Print the entries underneath word for word, omitting whatever pictures they contain.

● **RECORDS FOR THE TASK**

+ + + + + + +

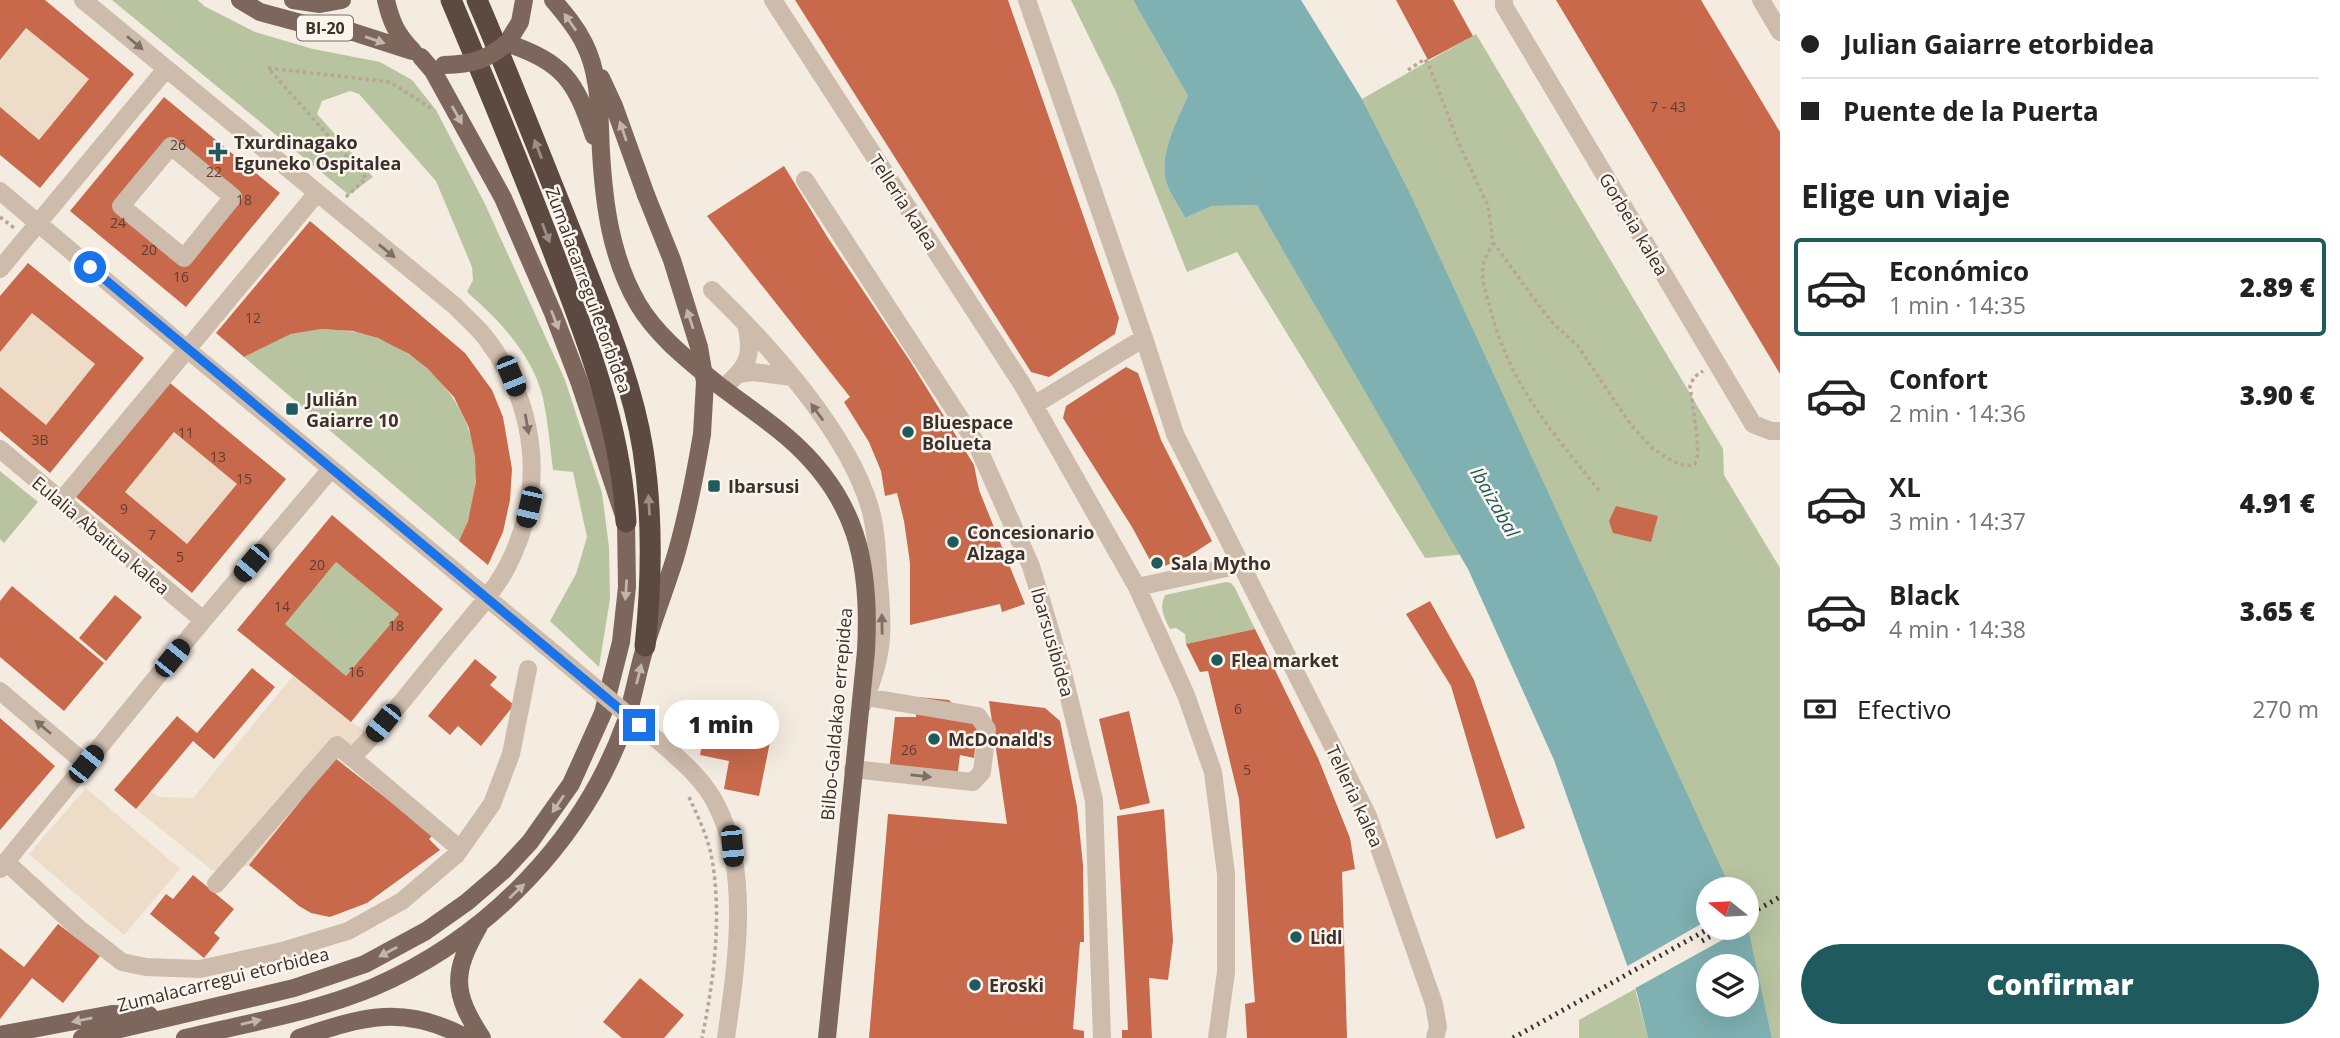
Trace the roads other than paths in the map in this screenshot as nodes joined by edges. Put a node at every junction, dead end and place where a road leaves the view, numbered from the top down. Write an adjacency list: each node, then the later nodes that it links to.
1 (83, 0): 18 (street, one-way to 18)
2 (240, 0): 17 (main road, BI-20, one-way to 17)
3 (293, 0): 4 (main road, BI-20)
4 (342, 0)
5 (386, 0): 17 (main road)
6 (451, 0): 38 (highway, Zumalacarregui etorbidea, one-way to 38)
7 (477, 0): 43 (highway, Zumalacarregui etorbidea, one-way to 7)
8 (524, 0): 15 (main road)
9 (554, 0): 16 (main road, Bilbo-Galdakao errepidea, one-way to 9)
10 (773, 0): 33 (street, Telleria kalea)
11 (1027, 0): 28 (street, Telleria kalea)
12 (1504, 0): 34 (street, Gorbeia kalea)
13 (1760, 0): 14 (street)
14 (1780, 32)
15 (507, 43): 17 (main road, bridge); 19 (main road, Bilbo-Galdakao errepidea)
16 (585, 45): 19 (main road, Bilbo-Galdakao errepidea); 43 (main road, one-way to 16, bridge)
17 (417, 54): 38 (main road, one-way to 38)
18 (166, 69): 22 (street); 23 (street)
19 (601, 156): 32 (main road, Bilbo-Galdakao errepidea)
20 (804, 180): 63 (street, Ibarsusibidea)
21 (0, 191): 23 (street)
22 (317, 193): 29 (street); 41 (street, one-way to 41)
23 (39, 223): 25 (street); 29 (street)
24 (184, 258): 24 (street)
25 (0, 269)
26 (712, 290): 27 (street)
27 (745, 322): 30 (street); 31 (street)
28 (1144, 338): 33 (street); 39 (street, Telleria kalea)
29 (188, 350): 36 (street); 37 (street)
30 (738, 374): 31 (street); 32 (street)
31 (792, 377): 46 (street, one-way to 31)
32 (723, 388): 46 (main road, Bilbo-Galdakao errepidea)
33 (1034, 405): 40 (street, Telleria kalea)
34 (1780, 431)
35 (0, 449): 37 (street, Eulalia Abaitua kalea)
36 (331, 469): 41 (street); 42 (street)
37 (61, 500): 42 (street, Eulalia Abaitua kalea)
38 (626, 522): 54 (main road, Zumalacarregui etorbidea, one-way to 54)
39 (1240, 565): 40 (street); 65 (street, Telleria kalea)
40 (1137, 587): 64 (street, Telleria kalea)
41 (486, 597): 47 (street); 61 (street, bridge)
42 (203, 620): 48 (street)
43 (645, 646): 53 (main road, Zumalacarregui etorbidea, one-way to 43)
44 (528, 669): 50 (street)
45 (0, 691): 48 (street, one-way to 45)
46 (862, 705): 49 (main road, Bilbo-Galdakao errepidea); 49 (street, one-way to 46)
47 (352, 757): 50 (street); 52 (street)
48 (86, 764): 51 (street)
49 (853, 769): 62 (main road, Bilbo-Galdakao errepidea)
50 (460, 849): 51 (street)
51 (3, 866)
52 (216, 884)
53 (482, 921): 57 (main road, Zumalacarregui etorbidea, one-way to 53); 60 (main road)
54 (174, 1016): 55 (main road, one-way to 55); 56 (main road, Zumalacarregui etorbidea)
55 (0, 1035)
56 (82, 1038)
57 (185, 1038)
58 (299, 1038): 59 (main road)
59 (467, 1038)
60 (482, 1038)
61 (726, 1038)
62 (827, 1038)
63 (1102, 1038)
64 (1217, 1038)
65 (1434, 1038)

+ + + + + + +

● **RESULT OF THE TASK**
Trace the roads other than paths in the map in this screenshot as nodes joined by edges. Put a node at every junction, dead end and place where a road leaves the view, numbered from the top down. Write an adjacency list: each node, then the later nodes that it links to.
1 (83, 0): 18 (street, one-way to 18)
2 (240, 0): 17 (main road, BI-20, one-way to 17)
3 (293, 0): 4 (main road, BI-20)
4 (342, 0)
5 (386, 0): 17 (main road)
6 (451, 0): 38 (highway, Zumalacarregui etorbidea, one-way to 38)
7 (477, 0): 43 (highway, Zumalacarregui etorbidea, one-way to 7)
8 (524, 0): 15 (main road)
9 (554, 0): 16 (main road, Bilbo-Galdakao errepidea, one-way to 9)
10 (773, 0): 33 (street, Telleria kalea)
11 (1027, 0): 28 (street, Telleria kalea)
12 (1504, 0): 34 (street, Gorbeia kalea)
13 (1760, 0): 14 (street)
14 (1780, 32)
15 (507, 43): 17 (main road, bridge); 19 (main road, Bilbo-Galdakao errepidea)
16 (585, 45): 19 (main road, Bilbo-Galdakao errepidea); 43 (main road, one-way to 16, bridge)
17 (417, 54): 38 (main road, one-way to 38)
18 (166, 69): 22 (street); 23 (street)
19 (601, 156): 32 (main road, Bilbo-Galdakao errepidea)
20 (804, 180): 63 (street, Ibarsusibidea)
21 (0, 191): 23 (street)
22 (317, 193): 29 (street); 41 (street, one-way to 41)
23 (39, 223): 25 (street); 29 (street)
24 (184, 258): 24 (street)
25 (0, 269)
26 (712, 290): 27 (street)
27 (745, 322): 30 (street); 31 (street)
28 (1144, 338): 33 (street); 39 (street, Telleria kalea)
29 (188, 350): 36 (street); 37 (street)
30 (738, 374): 31 (street); 32 (street)
31 (792, 377): 46 (street, one-way to 31)
32 (723, 388): 46 (main road, Bilbo-Galdakao errepidea)
33 (1034, 405): 40 (street, Telleria kalea)
34 (1780, 431)
35 (0, 449): 37 (street, Eulalia Abaitua kalea)
36 (331, 469): 41 (street); 42 (street)
37 (61, 500): 42 (street, Eulalia Abaitua kalea)
38 (626, 522): 54 (main road, Zumalacarregui etorbidea, one-way to 54)
39 (1240, 565): 40 (street); 65 (street, Telleria kalea)
40 (1137, 587): 64 (street, Telleria kalea)
41 (486, 597): 47 (street); 61 (street, bridge)
42 (203, 620): 48 (street)
43 (645, 646): 53 (main road, Zumalacarregui etorbidea, one-way to 43)
44 (528, 669): 50 (street)
45 (0, 691): 48 (street, one-way to 45)
46 (862, 705): 49 (main road, Bilbo-Galdakao errepidea); 49 (street, one-way to 46)
47 (352, 757): 50 (street); 52 (street)
48 (86, 764): 51 (street)
49 (853, 769): 62 (main road, Bilbo-Galdakao errepidea)
50 (460, 849): 51 (street)
51 (3, 866)
52 (216, 884)
53 (482, 921): 57 (main road, Zumalacarregui etorbidea, one-way to 53); 60 (main road)
54 (174, 1016): 55 (main road, one-way to 55); 56 (main road, Zumalacarregui etorbidea)
55 (0, 1035)
56 (82, 1038)
57 (185, 1038)
58 (299, 1038): 59 (main road)
59 (467, 1038)
60 (482, 1038)
61 (726, 1038)
62 (827, 1038)
63 (1102, 1038)
64 (1217, 1038)
65 (1434, 1038)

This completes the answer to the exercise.